Give back the full listing, character for character, with no pictures.

══ ENTRIES SHOWN ══

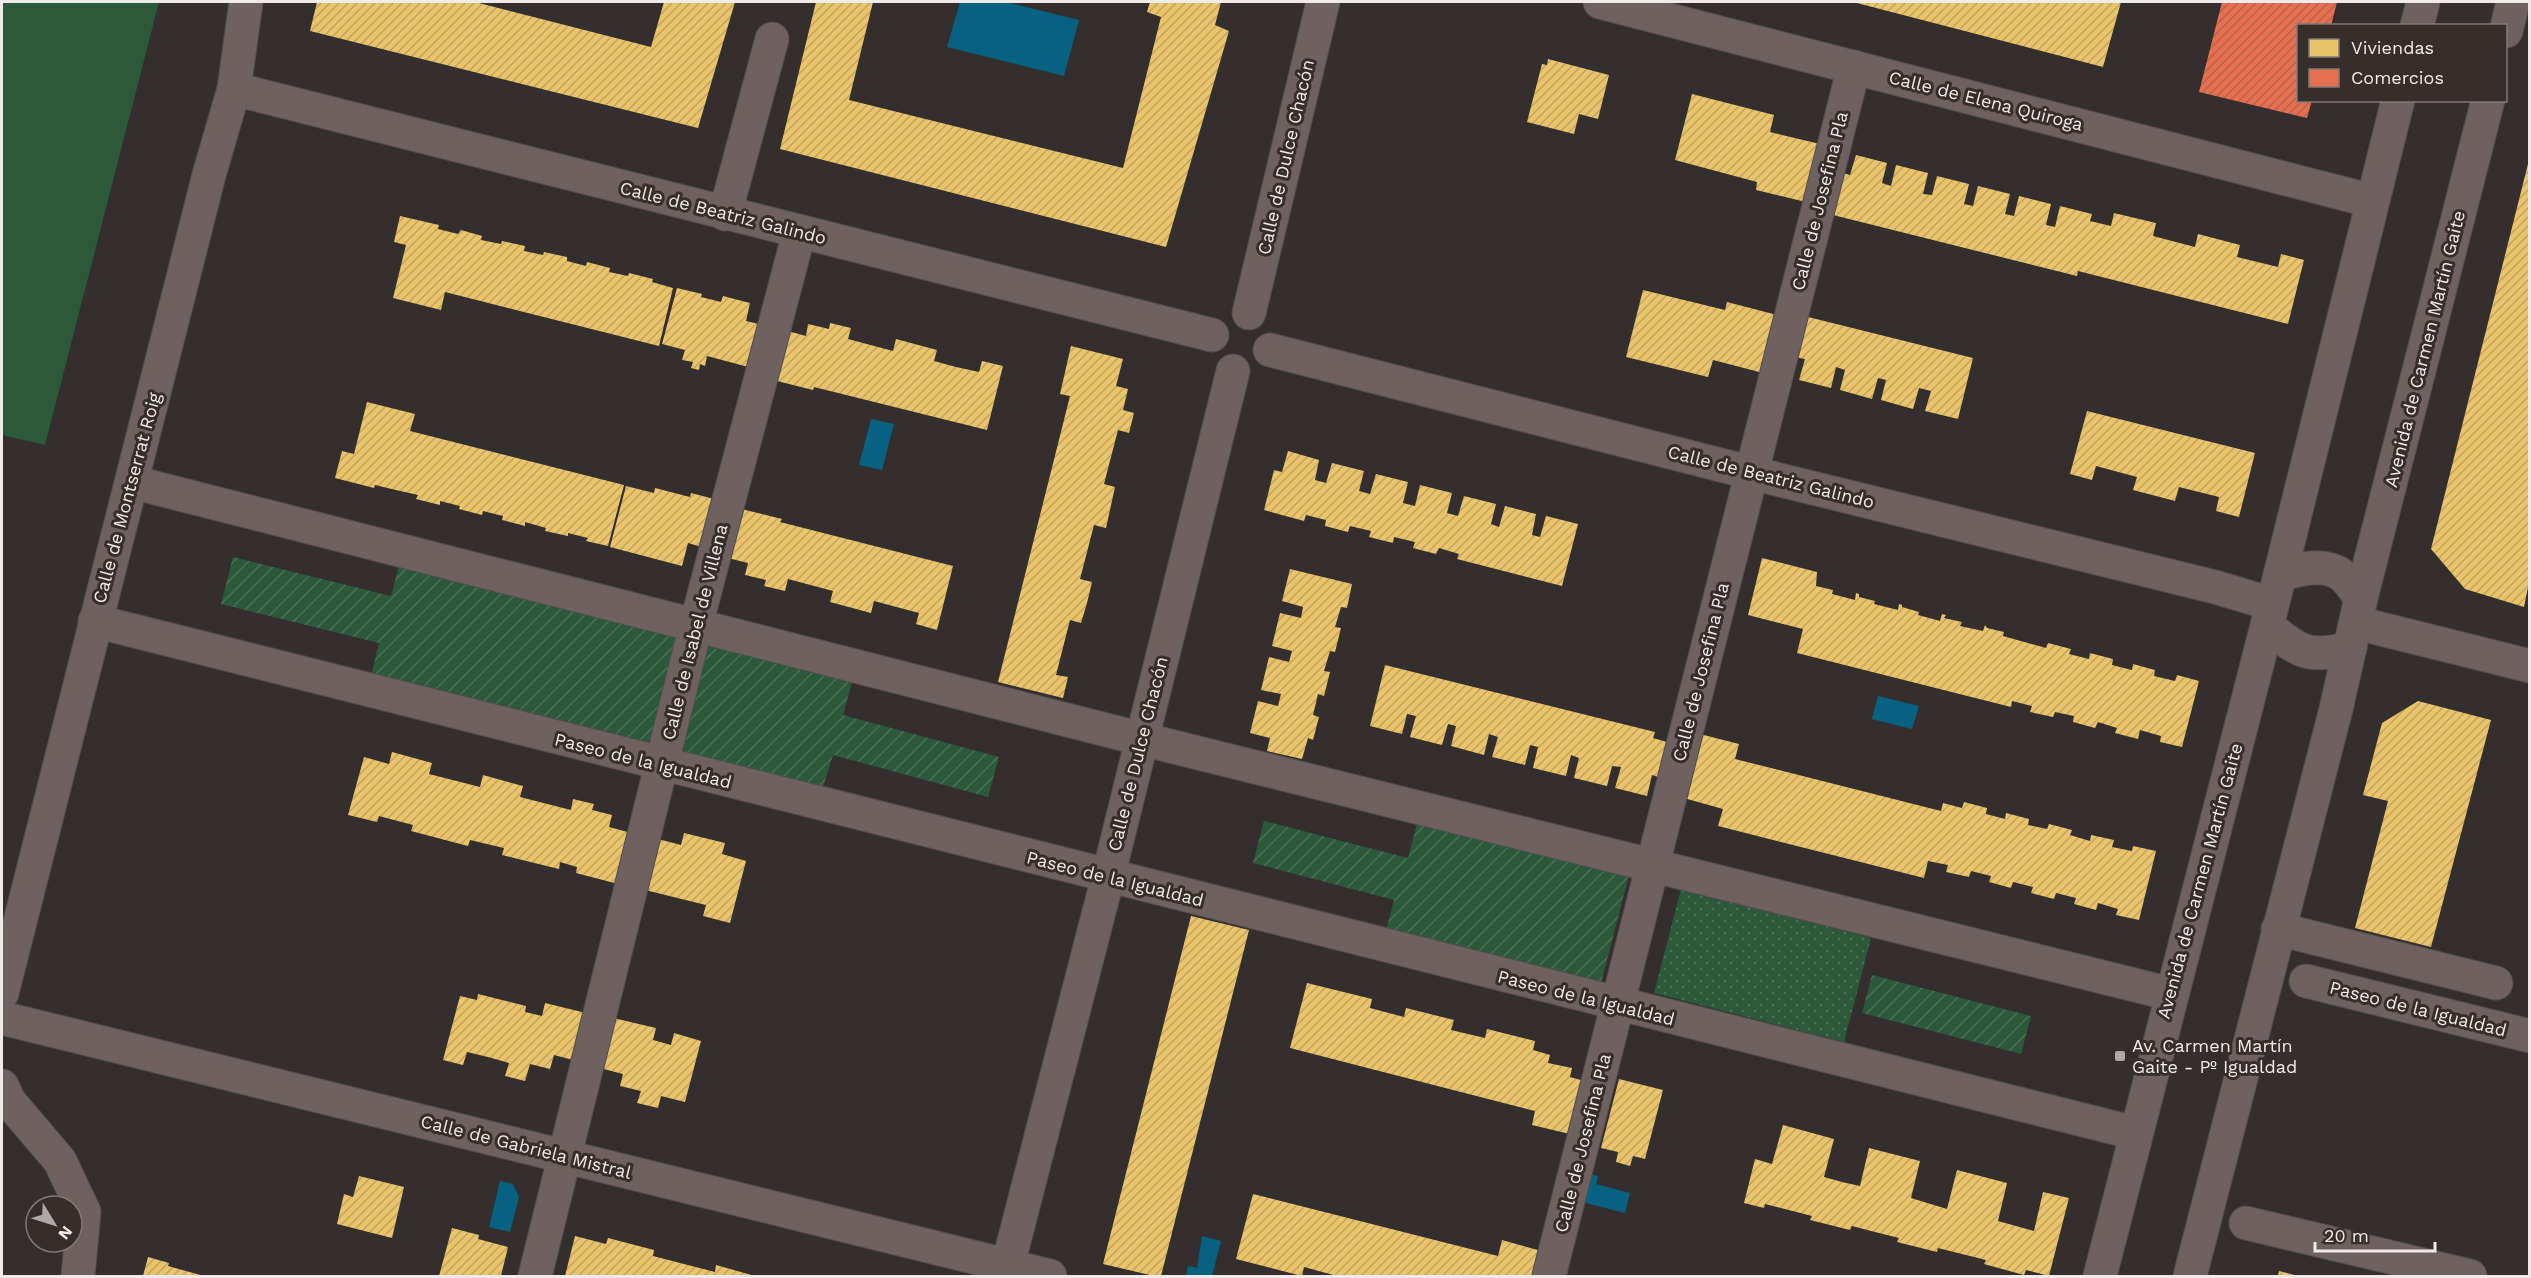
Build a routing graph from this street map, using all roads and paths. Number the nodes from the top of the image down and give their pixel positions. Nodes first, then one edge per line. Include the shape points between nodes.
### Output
1 (246, 2) edge
2 (1323, 2) edge
3 (1600, 2) edge
4 (2423, 2) edge
5 (2513, 2) edge
6 (2418, 24) edge
7 (2507, 24) edge
8 (772, 39) dead end
9 (1854, 67) junction
10 (234, 89) junction
11 (2397, 102) edge
12 (2487, 102) edge
13 (2372, 201) junction
14 (725, 214) junction
15 (799, 233) junction
16 (1249, 313) junction
17 (1212, 335) junction
18 (1270, 350) junction
19 (1233, 371) junction
20 (1752, 473) junction
21 (132, 482) junction
22 (2273, 601) junction
23 (95, 621) junction
24 (2356, 623) junction
25 (696, 625) junction
26 (2529, 666) edge
27 (1142, 739) junction
28 (661, 766) junction
29 (1653, 866) junction
30 (1108, 877) junction
31 (2278, 929) junction
32 (2306, 981) dead end
33 (2496, 983) dead end
34 (2, 993) edge
35 (2171, 994) junction
36 (1617, 1006) junction
37 (2, 1018) edge
38 (2529, 1036) edge
39 (2, 1086) edge
40 (2135, 1133) junction
41 (563, 1156) junction
42 (2246, 1223) dead end
43 (1006, 1271) edge
44 (78, 1276) edge
45 (535, 1276) edge
46 (1050, 1276) edge
47 (1549, 1276) edge
48 (2100, 1276) edge
49 (2190, 1276) edge
50 (2470, 1276) edge

1 - 10 street, Calle de Montserrat Roig
2 - 16 street, Calle de Dulce Chacón
3 - 9 street, Calle de Elena Quiroga
4 - 6 street
5 - 7 street
8 - 14 street
9 - 13 street, Calle de Elena Quiroga
9 - 20 street, Calle de Josefina Pla
10 - 14 street, Calle de Beatriz Galindo
10 - 21 street, Calle de Montserrat Roig
11 - 13 street, Avenida de Carmen Martín Gaite
12 - 24 street, Avenida de Carmen Martín Gaite
13 - 22 street, Avenida de Carmen Martín Gaite
14 - 15 street, Calle de Beatriz Galindo
15 - 17 street, Calle de Beatriz Galindo
15 - 25 street, Calle de Isabel de Villena
16 - 17 street via 1234,313 1220,321
16 - 18 street via 1263,321 1271,334
17 - 19 street via 1212,350 1220,364
18 - 19 street via 1262,363 1249,372
18 - 20 street, Calle de Beatriz Galindo
19 - 27 street, Calle de Dulce Chacón
20 - 22 street, Calle de Beatriz Galindo
20 - 29 street, Calle de Josefina Pla
21 - 23 street, Calle de Montserrat Roig
21 - 25 street
22 - 24 street via 2287,643 2304,653 2329,653
22 - 24 street via 2302,569 2326,568 2344,577
22 - 35 street, Avenida de Carmen Martín Gaite
23 - 28 street, Paseo de la Igualdad
23 - 34 street, Calle de Montserrat Roig
24 - 26 street
24 - 31 street, Avenida de Carmen Martín Gaite
25 - 27 street
25 - 28 street, Calle de Isabel de Villena
27 - 29 street
27 - 30 street, Calle de Dulce Chacón
28 - 30 street, Paseo de la Igualdad
28 - 41 street, Calle de Isabel de Villena
29 - 35 street
29 - 36 street, Calle de Josefina Pla
30 - 36 street, Paseo de la Igualdad
30 - 43 street, Calle de Dulce Chacón
31 - 33 street
31 - 49 street, Avenida de Carmen Martín Gaite
32 - 38 street, Paseo de la Igualdad
35 - 40 street, Avenida de Carmen Martín Gaite
36 - 40 street, Paseo de la Igualdad
36 - 47 street, Calle de Josefina Pla
37 - 41 street, Calle de Gabriela Mistral
39 - 44 street via 9,1101 60,1161 84,1212
40 - 48 street, Avenida de Carmen Martín Gaite
41 - 43 street, Calle de Gabriela Mistral
41 - 45 street, Calle de Isabel de Villena
42 - 50 street
43 - 46 street, Calle de Gabriela Mistral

═══

ANSWER SECTION
Build a routing graph from this street map, using all roads and paths. Number the nodes from the top of the image down and give their pixel positions. Nodes first, then one edge per line. Include the shape points between nodes.
### Output
1 (246, 2) edge
2 (1323, 2) edge
3 (1600, 2) edge
4 (2423, 2) edge
5 (2513, 2) edge
6 (2418, 24) edge
7 (2507, 24) edge
8 (772, 39) dead end
9 (1854, 67) junction
10 (234, 89) junction
11 (2397, 102) edge
12 (2487, 102) edge
13 (2372, 201) junction
14 (725, 214) junction
15 (799, 233) junction
16 (1249, 313) junction
17 (1212, 335) junction
18 (1270, 350) junction
19 (1233, 371) junction
20 (1752, 473) junction
21 (132, 482) junction
22 (2273, 601) junction
23 (95, 621) junction
24 (2356, 623) junction
25 (696, 625) junction
26 (2529, 666) edge
27 (1142, 739) junction
28 (661, 766) junction
29 (1653, 866) junction
30 (1108, 877) junction
31 (2278, 929) junction
32 (2306, 981) dead end
33 (2496, 983) dead end
34 (2, 993) edge
35 (2171, 994) junction
36 (1617, 1006) junction
37 (2, 1018) edge
38 (2529, 1036) edge
39 (2, 1086) edge
40 (2135, 1133) junction
41 (563, 1156) junction
42 (2246, 1223) dead end
43 (1006, 1271) edge
44 (78, 1276) edge
45 (535, 1276) edge
46 (1050, 1276) edge
47 (1549, 1276) edge
48 (2100, 1276) edge
49 (2190, 1276) edge
50 (2470, 1276) edge

1 - 10 street, Calle de Montserrat Roig
2 - 16 street, Calle de Dulce Chacón
3 - 9 street, Calle de Elena Quiroga
4 - 6 street
5 - 7 street
8 - 14 street
9 - 13 street, Calle de Elena Quiroga
9 - 20 street, Calle de Josefina Pla
10 - 14 street, Calle de Beatriz Galindo
10 - 21 street, Calle de Montserrat Roig
11 - 13 street, Avenida de Carmen Martín Gaite
12 - 24 street, Avenida de Carmen Martín Gaite
13 - 22 street, Avenida de Carmen Martín Gaite
14 - 15 street, Calle de Beatriz Galindo
15 - 17 street, Calle de Beatriz Galindo
15 - 25 street, Calle de Isabel de Villena
16 - 17 street via 1234,313 1220,321
16 - 18 street via 1263,321 1271,334
17 - 19 street via 1212,350 1220,364
18 - 19 street via 1262,363 1249,372
18 - 20 street, Calle de Beatriz Galindo
19 - 27 street, Calle de Dulce Chacón
20 - 22 street, Calle de Beatriz Galindo
20 - 29 street, Calle de Josefina Pla
21 - 23 street, Calle de Montserrat Roig
21 - 25 street
22 - 24 street via 2287,643 2304,653 2329,653
22 - 24 street via 2302,569 2326,568 2344,577
22 - 35 street, Avenida de Carmen Martín Gaite
23 - 28 street, Paseo de la Igualdad
23 - 34 street, Calle de Montserrat Roig
24 - 26 street
24 - 31 street, Avenida de Carmen Martín Gaite
25 - 27 street
25 - 28 street, Calle de Isabel de Villena
27 - 29 street
27 - 30 street, Calle de Dulce Chacón
28 - 30 street, Paseo de la Igualdad
28 - 41 street, Calle de Isabel de Villena
29 - 35 street
29 - 36 street, Calle de Josefina Pla
30 - 36 street, Paseo de la Igualdad
30 - 43 street, Calle de Dulce Chacón
31 - 33 street
31 - 49 street, Avenida de Carmen Martín Gaite
32 - 38 street, Paseo de la Igualdad
35 - 40 street, Avenida de Carmen Martín Gaite
36 - 40 street, Paseo de la Igualdad
36 - 47 street, Calle de Josefina Pla
37 - 41 street, Calle de Gabriela Mistral
39 - 44 street via 9,1101 60,1161 84,1212
40 - 48 street, Avenida de Carmen Martín Gaite
41 - 43 street, Calle de Gabriela Mistral
41 - 45 street, Calle de Isabel de Villena
42 - 50 street
43 - 46 street, Calle de Gabriela Mistral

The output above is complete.